Lors de la 14ème édition du Festival du Film Coréen à Paris, la section portrait était dédiée au jeune cinéaste Jeong Seung-o, avec la projection de ses quatre courts-métrages et de son premier long : Move the Grave.
En raison d’un projet immobilier sur une petite île, la tombe d’un père de famille doit être déplacée dans un funérarium. Les quatre filles de cet homme, toutes avec une situation familiale différente, se rendent sur le lieu afin de procéder aux formalités. Arrivées chez le frère du patriarche, l’oncle des quatre sœurs, celui-ci s’étonne et s’offusque de l’absence du fils ainé ; elles partent donc à sa recherche, mais ignorent où leur frère habite à présent…
La cellule familiale coréenne est l’obsession des films de Jeong Seung-o, dès ses premiers courts-métrages. D’ailleurs, Move the Grave reprend maints éléments de son court Birds fly back to the Nest – la réunion de famille avec quatre sœurs (dont deux actrices qui reprennent leur rôle), des hommes en sous-nombre qui exercent une pression morale, les situations des quatre sœurs… On ne peut pas dire que cette thématique de la famille soit particulièrement originale dans le cinéma indépendant coréen. Malgré tout, ces œuvres sont très souvent de grande qualité ; c’est une nouvelle fois le cas dans le travail de Jeong Seung-o, qui parvient à tirer son épingle du jeu via l’écriture des personnages et la direction d’actrices et d’acteurs, absolument exemplaire, d’autant plus pour un premier film.
La situation des personnages féminins de Move the Grave est bien le point névralgique du récit. L’œuvre met en scène une aînée divorcée avec un enfant de huit ans à charge (un gamin très capricieux), une deuxième fille, mariée par dépit à un homme plutôt aisé mais capable d’adultère, une troisième vivant avec un jeune homme et dont la subsistance du couple demeure une préoccupation majeure, et une cadette, étudiante féministe, qu’on peut qualifier d’enragée contre le patriarcat. Tous ces protagonistes ont un point commun : la gent masculine les déçoit ou les a déçues, presque jusqu’à un point de non-retour.
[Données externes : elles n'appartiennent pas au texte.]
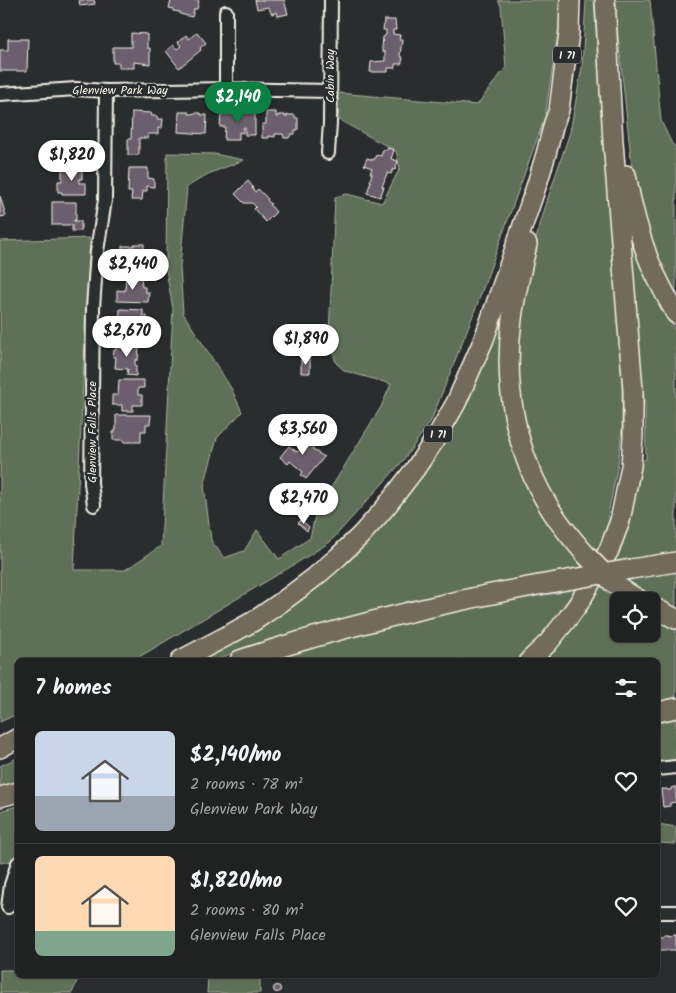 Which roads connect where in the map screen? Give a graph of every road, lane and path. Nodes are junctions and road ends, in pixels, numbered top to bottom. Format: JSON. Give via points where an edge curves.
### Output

L’écriture des deux personnages principaux masculins va en ce sens : l’oncle est l’archétype du patriarche machiste, sec, bougon, insupportable et le frère se révèle être un homme particulièrement lâche et agaçant. La confrontation entre les deux gents est électrique et parsemée d’instants explosifs où une étincelle, un mot de trop, peuvent mettre le feu aux poudres. Les liens entre les protagonistes sont admirablement articulés vis-à-vis de leurs profils, les uns se répondant toujours aux autres avec beaucoup de sens.
Malgré l’ambiance orageuse du film, la mise en scène posée, ouverte sur les extérieurs (la quasi-intégralité de l’action prend place dans les rues, sur un bateau de liaison ou à l’intérieur d’un jardin) évoque un quotidien très vraisemblable pour n’importe quel être humain, partagé entre les tensions familiales, les aléas administratifs et les vies professionnelles. Ce style de réalisation réaliste sans esbroufe, sans musique appuyée, permet au réalisateur de déployer une autre facette de son cinéma, plus positive. Le film peint certes un statut patriarcal dégradé, qui aboutit à des relations ultra-tendues entre les hommes et les femmes d’un même microcosme, mais ne se veut pas sans une touche d’espoir. Les sœurs éprouvent tout de même un amour filial inconditionnel pour leur frère, aussi décevant soit-il. Le plan final est criant de signification, il synthétise l’intention du film et par la même occasion l’état du modèle familial coréen selon l’auteur ; une journée de fatigue et d’émotions, mais où tout le monde est ensemble pour rentrer chez soi et in fine suivre sa route, individuellement. Une atmosphère sereine se dégage de cette séquence de trajet en voiture…
Move the Grave est un premier long-métrage de grande qualité, avec une portée universelle et progressiste, une mise en scène cristalline et des actrices fantastiques, qui vivent leur rôle comme s’il s’agissait de leur propre vie. En somme, Move the Grave est un très bel exemple de la qualité que peut fournir le cinéma indépendant coréen sur le sujet de la famille et du modèle patriarcal à notre époque moderne.
Maxime Bauer.
Move the Grave de Jeong Seung-o. Corée du Sud. 2019. Projeté à l’occasion du 14ème Festival du Film Coréen à Paris.